--- RECORDS FOR THIS EXERCISE Enclosed Below ---

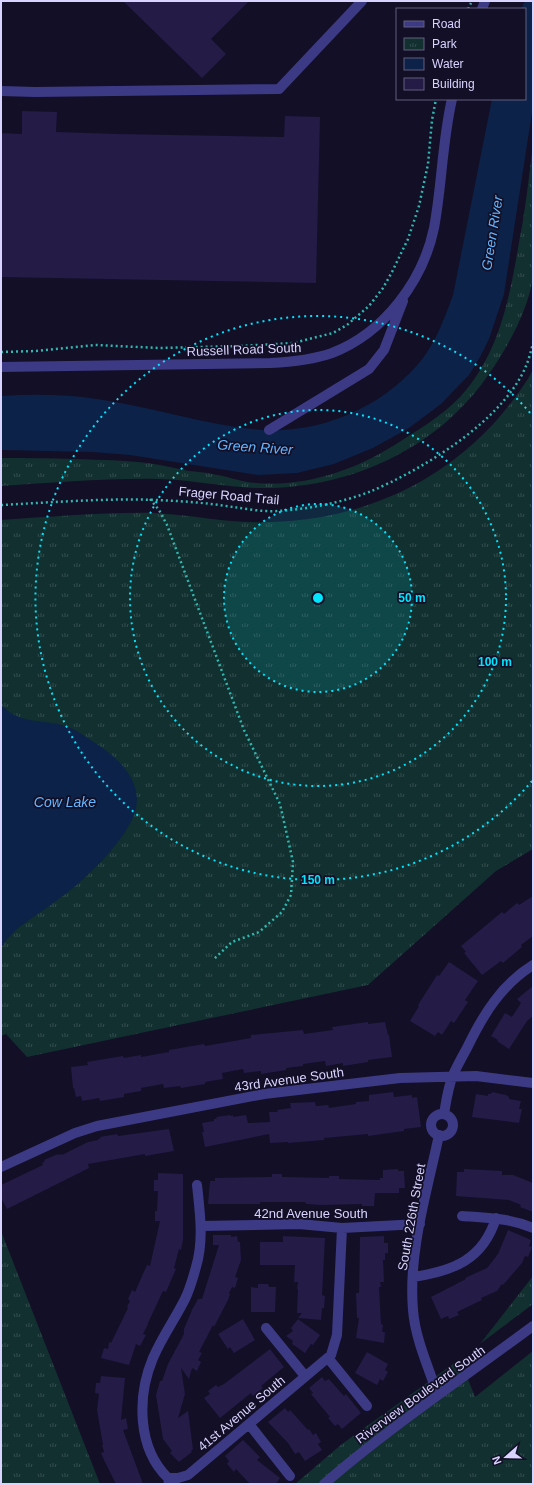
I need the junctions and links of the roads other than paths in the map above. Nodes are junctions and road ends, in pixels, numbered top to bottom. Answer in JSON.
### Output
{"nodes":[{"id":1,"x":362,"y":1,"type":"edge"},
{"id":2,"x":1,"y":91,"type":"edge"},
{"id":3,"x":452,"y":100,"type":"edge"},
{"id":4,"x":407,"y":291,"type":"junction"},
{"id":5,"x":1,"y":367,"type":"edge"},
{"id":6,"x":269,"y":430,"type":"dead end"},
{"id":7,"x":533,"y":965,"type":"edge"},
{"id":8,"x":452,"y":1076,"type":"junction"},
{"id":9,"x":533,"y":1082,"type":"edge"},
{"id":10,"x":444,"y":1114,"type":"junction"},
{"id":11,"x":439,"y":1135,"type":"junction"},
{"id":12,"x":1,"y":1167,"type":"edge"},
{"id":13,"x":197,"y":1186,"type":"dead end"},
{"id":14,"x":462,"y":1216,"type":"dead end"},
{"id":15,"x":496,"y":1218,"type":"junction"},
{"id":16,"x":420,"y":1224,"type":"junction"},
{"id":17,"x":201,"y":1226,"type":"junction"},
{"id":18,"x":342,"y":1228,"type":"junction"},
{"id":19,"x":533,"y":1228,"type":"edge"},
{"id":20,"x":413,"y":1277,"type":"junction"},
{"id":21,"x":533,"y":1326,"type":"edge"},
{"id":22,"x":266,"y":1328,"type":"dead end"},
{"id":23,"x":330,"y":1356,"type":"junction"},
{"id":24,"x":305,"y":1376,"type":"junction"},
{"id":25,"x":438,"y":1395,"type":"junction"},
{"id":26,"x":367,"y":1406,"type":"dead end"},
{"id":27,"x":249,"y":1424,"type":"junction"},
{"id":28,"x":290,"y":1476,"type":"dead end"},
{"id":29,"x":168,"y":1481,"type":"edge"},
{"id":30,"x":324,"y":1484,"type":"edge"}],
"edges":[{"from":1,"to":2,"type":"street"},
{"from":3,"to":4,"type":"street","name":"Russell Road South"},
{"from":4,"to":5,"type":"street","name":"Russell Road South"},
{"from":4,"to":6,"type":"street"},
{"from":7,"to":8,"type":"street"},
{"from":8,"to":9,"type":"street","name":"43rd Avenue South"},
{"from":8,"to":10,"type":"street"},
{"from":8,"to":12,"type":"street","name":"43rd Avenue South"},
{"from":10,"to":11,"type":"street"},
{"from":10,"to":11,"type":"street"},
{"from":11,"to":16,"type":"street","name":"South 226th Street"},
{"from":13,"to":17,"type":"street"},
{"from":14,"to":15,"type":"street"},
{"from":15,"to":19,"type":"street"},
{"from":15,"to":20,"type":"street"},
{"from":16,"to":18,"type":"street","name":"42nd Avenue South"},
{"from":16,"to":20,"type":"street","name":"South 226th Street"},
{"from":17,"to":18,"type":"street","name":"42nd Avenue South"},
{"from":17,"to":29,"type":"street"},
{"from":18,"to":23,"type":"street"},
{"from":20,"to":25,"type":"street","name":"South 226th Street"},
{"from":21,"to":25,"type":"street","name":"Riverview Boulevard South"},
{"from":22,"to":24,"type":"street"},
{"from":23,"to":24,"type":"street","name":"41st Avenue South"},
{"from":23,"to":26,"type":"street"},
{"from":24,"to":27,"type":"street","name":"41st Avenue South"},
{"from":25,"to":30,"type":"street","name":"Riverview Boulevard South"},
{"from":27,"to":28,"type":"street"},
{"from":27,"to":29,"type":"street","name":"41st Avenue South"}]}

--- End of Enclosed RECORDS FOR THIS EXERCISE ---

**PROBLEM DESCRIPTION:** Each of the records above needs to be transcribed exactly, apart from its pictures.

**EXPECTED ANSWER:**
I need the junctions and links of the roads other than paths in the map above. Nodes are junctions and road ends, in pixels, numbered top to bottom. Answer in JSON.
### Output
{"nodes":[{"id":1,"x":362,"y":1,"type":"edge"},
{"id":2,"x":1,"y":91,"type":"edge"},
{"id":3,"x":452,"y":100,"type":"edge"},
{"id":4,"x":407,"y":291,"type":"junction"},
{"id":5,"x":1,"y":367,"type":"edge"},
{"id":6,"x":269,"y":430,"type":"dead end"},
{"id":7,"x":533,"y":965,"type":"edge"},
{"id":8,"x":452,"y":1076,"type":"junction"},
{"id":9,"x":533,"y":1082,"type":"edge"},
{"id":10,"x":444,"y":1114,"type":"junction"},
{"id":11,"x":439,"y":1135,"type":"junction"},
{"id":12,"x":1,"y":1167,"type":"edge"},
{"id":13,"x":197,"y":1186,"type":"dead end"},
{"id":14,"x":462,"y":1216,"type":"dead end"},
{"id":15,"x":496,"y":1218,"type":"junction"},
{"id":16,"x":420,"y":1224,"type":"junction"},
{"id":17,"x":201,"y":1226,"type":"junction"},
{"id":18,"x":342,"y":1228,"type":"junction"},
{"id":19,"x":533,"y":1228,"type":"edge"},
{"id":20,"x":413,"y":1277,"type":"junction"},
{"id":21,"x":533,"y":1326,"type":"edge"},
{"id":22,"x":266,"y":1328,"type":"dead end"},
{"id":23,"x":330,"y":1356,"type":"junction"},
{"id":24,"x":305,"y":1376,"type":"junction"},
{"id":25,"x":438,"y":1395,"type":"junction"},
{"id":26,"x":367,"y":1406,"type":"dead end"},
{"id":27,"x":249,"y":1424,"type":"junction"},
{"id":28,"x":290,"y":1476,"type":"dead end"},
{"id":29,"x":168,"y":1481,"type":"edge"},
{"id":30,"x":324,"y":1484,"type":"edge"}],
"edges":[{"from":1,"to":2,"type":"street"},
{"from":3,"to":4,"type":"street","name":"Russell Road South"},
{"from":4,"to":5,"type":"street","name":"Russell Road South"},
{"from":4,"to":6,"type":"street"},
{"from":7,"to":8,"type":"street"},
{"from":8,"to":9,"type":"street","name":"43rd Avenue South"},
{"from":8,"to":10,"type":"street"},
{"from":8,"to":12,"type":"street","name":"43rd Avenue South"},
{"from":10,"to":11,"type":"street"},
{"from":10,"to":11,"type":"street"},
{"from":11,"to":16,"type":"street","name":"South 226th Street"},
{"from":13,"to":17,"type":"street"},
{"from":14,"to":15,"type":"street"},
{"from":15,"to":19,"type":"street"},
{"from":15,"to":20,"type":"street"},
{"from":16,"to":18,"type":"street","name":"42nd Avenue South"},
{"from":16,"to":20,"type":"street","name":"South 226th Street"},
{"from":17,"to":18,"type":"street","name":"42nd Avenue South"},
{"from":17,"to":29,"type":"street"},
{"from":18,"to":23,"type":"street"},
{"from":20,"to":25,"type":"street","name":"South 226th Street"},
{"from":21,"to":25,"type":"street","name":"Riverview Boulevard South"},
{"from":22,"to":24,"type":"street"},
{"from":23,"to":24,"type":"street","name":"41st Avenue South"},
{"from":23,"to":26,"type":"street"},
{"from":24,"to":27,"type":"street","name":"41st Avenue South"},
{"from":25,"to":30,"type":"street","name":"Riverview Boulevard South"},
{"from":27,"to":28,"type":"street"},
{"from":27,"to":29,"type":"street","name":"41st Avenue South"}]}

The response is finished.